The cast of the 1987 film “Hamburger Hill.” Photo courtesy of IMDb.
In May 1969, the US Army’s 101st Airborne Division launched several assaults against a ridge near the Laotian border. Their objective — Hill 937, or “Hamburger Hill” — was heavily defended by hundreds of battle-hardened soldiers of the North Vietnamese Army’s 29th Regiment.
For more than a week, US troops climbed the steep slopes of the Ap Bia Mountain to seize the NVA stronghold. Their assaults came under constant enemy machine gun fire, rocket attacks, and mortar strikes. Sometimes the paratroopers fought amidst heavy tropical rainstorms that made visibility near impossible. Ultimately, the Americans captured the NVA garrison on the 11th bloody assault. The remaining defenders escaped into the jungle sanctuary of Laos.

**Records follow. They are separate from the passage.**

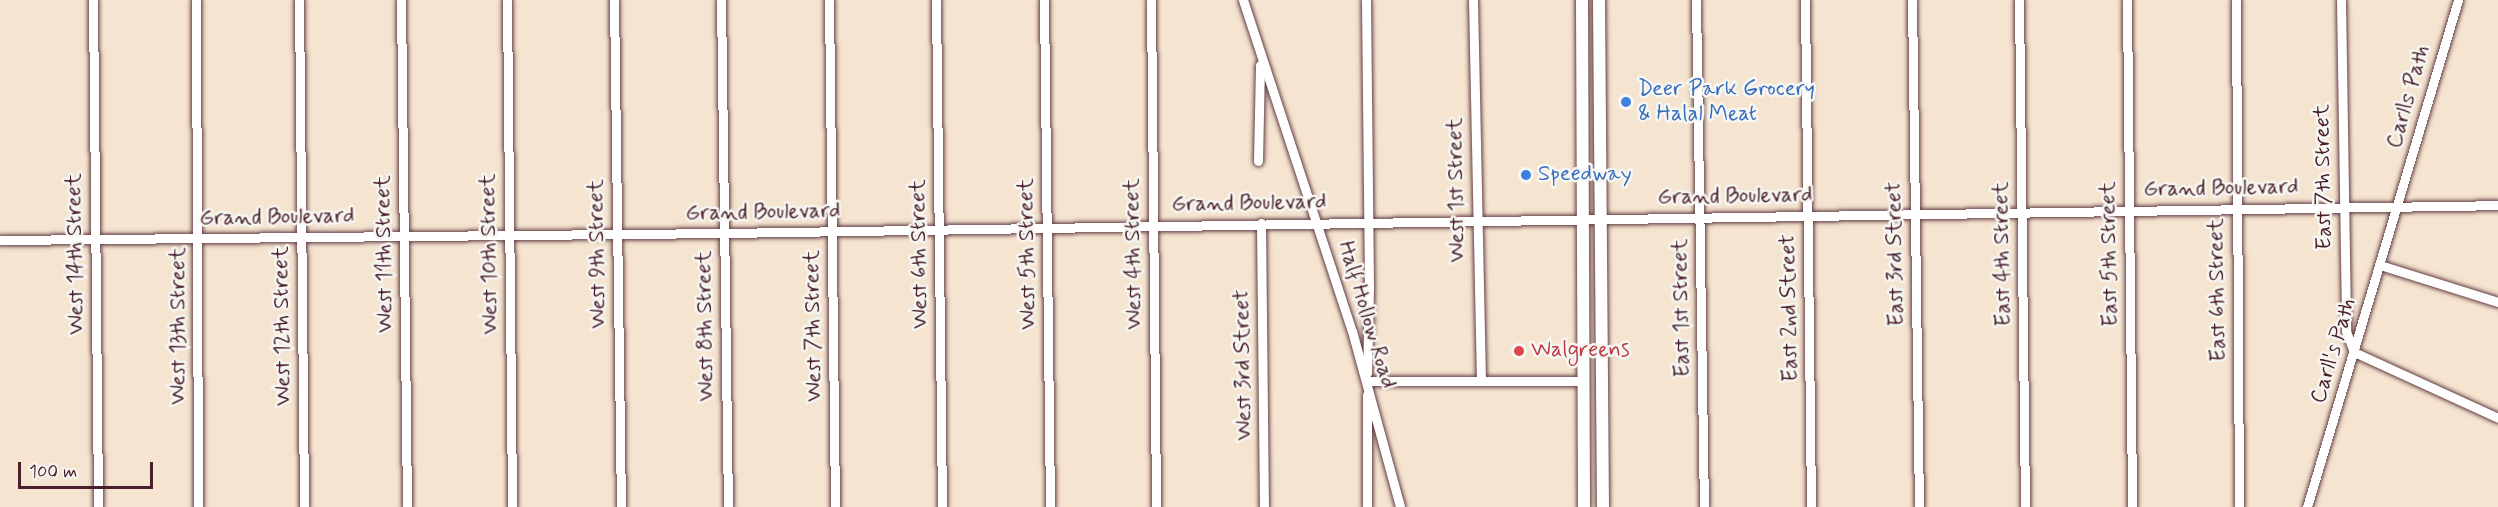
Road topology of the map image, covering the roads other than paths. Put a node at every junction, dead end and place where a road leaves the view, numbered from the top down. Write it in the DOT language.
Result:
graph roads {
  1 [pos="93,0"];
  2 [pos="196,0"];
  3 [pos="299,0"];
  4 [pos="401,0"];
  5 [pos="507,0"];
  6 [pos="614,0"];
  7 [pos="721,0"];
  8 [pos="829,0"];
  9 [pos="936,0"];
  10 [pos="1044,0"];
  11 [pos="1151,0"];
  12 [pos="1243,0"];
  13 [pos="1366,0"];
  14 [pos="1473,0"];
  15 [pos="1582,0"];
  16 [pos="1599,0"];
  17 [pos="1696,0"];
  18 [pos="1805,0"];
  19 [pos="1912,0"];
  20 [pos="2019,0"];
  21 [pos="2127,0"];
  22 [pos="2236,0"];
  23 [pos="2341,0"];
  24 [pos="2458,0"];
  25 [pos="1261,56"];
  26 [pos="1258,161"];
  27 [pos="2498,205"];
  28 [pos="2344,206"];
  29 [pos="2397,206"];
  30 [pos="2236,209"];
  31 [pos="2129,210"];
  32 [pos="2022,212"];
  33 [pos="1914,214"];
  34 [pos="1808,215"];
  35 [pos="1701,216"];
  36 [pos="1582,218"];
  37 [pos="1599,218"];
  38 [pos="1476,219"];
  39 [pos="1368,221"];
  40 [pos="1316,222"];
  41 [pos="1261,223"];
  42 [pos="1153,226"];
  43 [pos="1047,228"];
  44 [pos="939,230"];
  45 [pos="832,231"];
  46 [pos="725,233"];
  47 [pos="510,234"];
  48 [pos="617,234"];
  49 [pos="405,235"];
  50 [pos="301,237"];
  51 [pos="96,238"];
  52 [pos="198,238"];
  53 [pos="0,240"];
  54 [pos="2380,265"];
  55 [pos="2498,302"];
  56 [pos="2354,352"];
  57 [pos="1481,380"];
  58 [pos="1367,381"];
  59 [pos="1584,381"];
  60 [pos="2498,418"];
  61 [pos="98,507"];
  62 [pos="198,507"];
  63 [pos="304,507"];
  64 [pos="408,507"];
  65 [pos="512,507"];
  66 [pos="621,507"];
  67 [pos="728,507"];
  68 [pos="836,507"];
  69 [pos="942,507"];
  70 [pos="1050,507"];
  71 [pos="1156,507"];
  72 [pos="1264,507"];
  73 [pos="1367,507"];
  74 [pos="1400,507"];
  75 [pos="1584,507"];
  76 [pos="1603,507"];
  77 [pos="1704,507"];
  78 [pos="1811,507"];
  79 [pos="1919,507"];
  80 [pos="2025,507"];
  81 [pos="2132,507"];
  82 [pos="2239,507"];
  83 [pos="2307,507"];
  1 -- 51 [label="street, West 14th Street"];
  2 -- 52 [label="street, West 13th Street"];
  3 -- 50 [label="street, West 12th Street"];
  4 -- 49 [label="street, West 11th Street"];
  5 -- 47 [label="street, West 10th Street"];
  6 -- 48 [label="street, West 9th Street"];
  7 -- 46 [label="street, West 8th Street"];
  8 -- 45 [label="street, West 7th Street"];
  9 -- 44 [label="street, West 6th Street"];
  10 -- 43 [label="street, West 5th Street"];
  11 -- 42 [label="street, West 4th Street"];
  12 -- 25 [label="street, Half Hollow Road"];
  13 -- 39 [label="street"];
  14 -- 38 [label="street, West 1st Street"];
  15 -- 36 [label="main road"];
  16 -- 37 [label="main road"];
  17 -- 35 [label="street, East 1st Street"];
  18 -- 34 [label="street, East 2nd Street"];
  19 -- 33 [label="street, East 3rd Street"];
  20 -- 32 [label="street, East 4th Street"];
  21 -- 31 [label="street, East 5th Street"];
  22 -- 30 [label="street, East 6th Street"];
  23 -- 28 [label="street, East 7th Street"];
  24 -- 29 [label="street, Carlls Path"];
  25 -- 26 [label="street"];
  25 -- 40 [label="street, Half Hollow Road"];
  27 -- 29 [label="street, Grand Boulevard"];
  28 -- 29 [label="street, Grand Boulevard"];
  28 -- 30 [label="street, Grand Boulevard"];
  28 -- 56 [label="street, East 7th Street"];
  29 -- 54 [label="street, Carll's Path"];
  30 -- 31 [label="street, Grand Boulevard"];
  30 -- 82 [label="street, East 6th Street"];
  31 -- 32 [label="street, Grand Boulevard"];
  31 -- 81 [label="street, East 5th Street"];
  32 -- 33 [label="street, Grand Boulevard"];
  32 -- 80 [label="street, East 4th Street"];
  33 -- 34 [label="street, Grand Boulevard"];
  33 -- 79 [label="street, East 3rd Street"];
  34 -- 35 [label="street, Grand Boulevard"];
  34 -- 78 [label="street, East 2nd Street"];
  35 -- 37 [label="street, Grand Boulevard"];
  35 -- 77 [label="street, East 1st Street"];
  36 -- 37 [label="street, Grand Boulevard"];
  36 -- 38 [label="street, Grand Boulevard"];
  36 -- 59 [label="main road"];
  37 -- 76 [label="main road"];
  38 -- 39 [label="street, Grand Boulevard"];
  38 -- 57 [label="street, West 1st Street"];
  39 -- 40 [label="street, Grand Boulevard"];
  39 -- 58 [label="street"];
  40 -- 41 [label="street, Grand Boulevard"];
  40 -- 58 [label="street, Half Hollow Road"];
  41 -- 42 [label="street, Grand Boulevard"];
  41 -- 72 [label="street, West 3rd Street"];
  42 -- 43 [label="street, Grand Boulevard"];
  42 -- 71 [label="street, West 4th Street"];
  43 -- 44 [label="street, Grand Boulevard"];
  43 -- 70 [label="street, West 5th Street"];
  44 -- 45 [label="street, Grand Boulevard"];
  44 -- 69 [label="street, West 6th Street"];
  45 -- 46 [label="street, Grand Boulevard"];
  45 -- 68 [label="street, West 7th Street"];
  46 -- 48 [label="street, Grand Boulevard"];
  46 -- 67 [label="street, West 8th Street"];
  47 -- 48 [label="street, Grand Boulevard"];
  47 -- 49 [label="street, Grand Boulevard"];
  47 -- 65 [label="street, West 10th Street"];
  48 -- 66 [label="street, West 9th Street"];
  49 -- 50 [label="street, Grand Boulevard"];
  49 -- 64 [label="street, West 11th Street"];
  50 -- 52 [label="street, Grand Boulevard"];
  50 -- 63 [label="street, West 12th Street"];
  51 -- 52 [label="street, Grand Boulevard"];
  51 -- 53 [label="street, Grand Boulevard"];
  51 -- 61 [label="street, West 14th Street"];
  52 -- 62 [label="street, West 13th Street"];
  54 -- 55 [label="street"];
  54 -- 56 [label="street, Carll's Path"];
  56 -- 60 [label="street"];
  56 -- 83 [label="street, Carll's Path"];
  57 -- 58 [label="street"];
  57 -- 59 [label="street"];
  58 -- 73 [label="street"];
  58 -- 74 [label="street, Half Hollow Road"];
  59 -- 75 [label="main road"];
}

Soldiers of the 101st Airborne Division inspect damage in the surrounding area of Dong Ap Bia during Operation Apache Snow, May 1969. Wikimedia Commons photo.
The mission’s success was short-lived.
Days after the hard-fought victory, US troops abandoned Hill 937 as it posed zero strategic value. The NVA reoccupied the position a month later. The uphill battle that claimed 72 American lives and wounded 372 more spawned criticism far and wide from the veterans who fought there, to journalists covering the battle, and even high-ranking government officials in Congress.
Eventually, the controversial battle caught the attention of Hollywood. Released in 1987, the movie Hamburger Hill captured some of the events that transpired.
Hamburger Hill was one of the most controversial battles of the Vietnam War. Wikimedia Commons photo.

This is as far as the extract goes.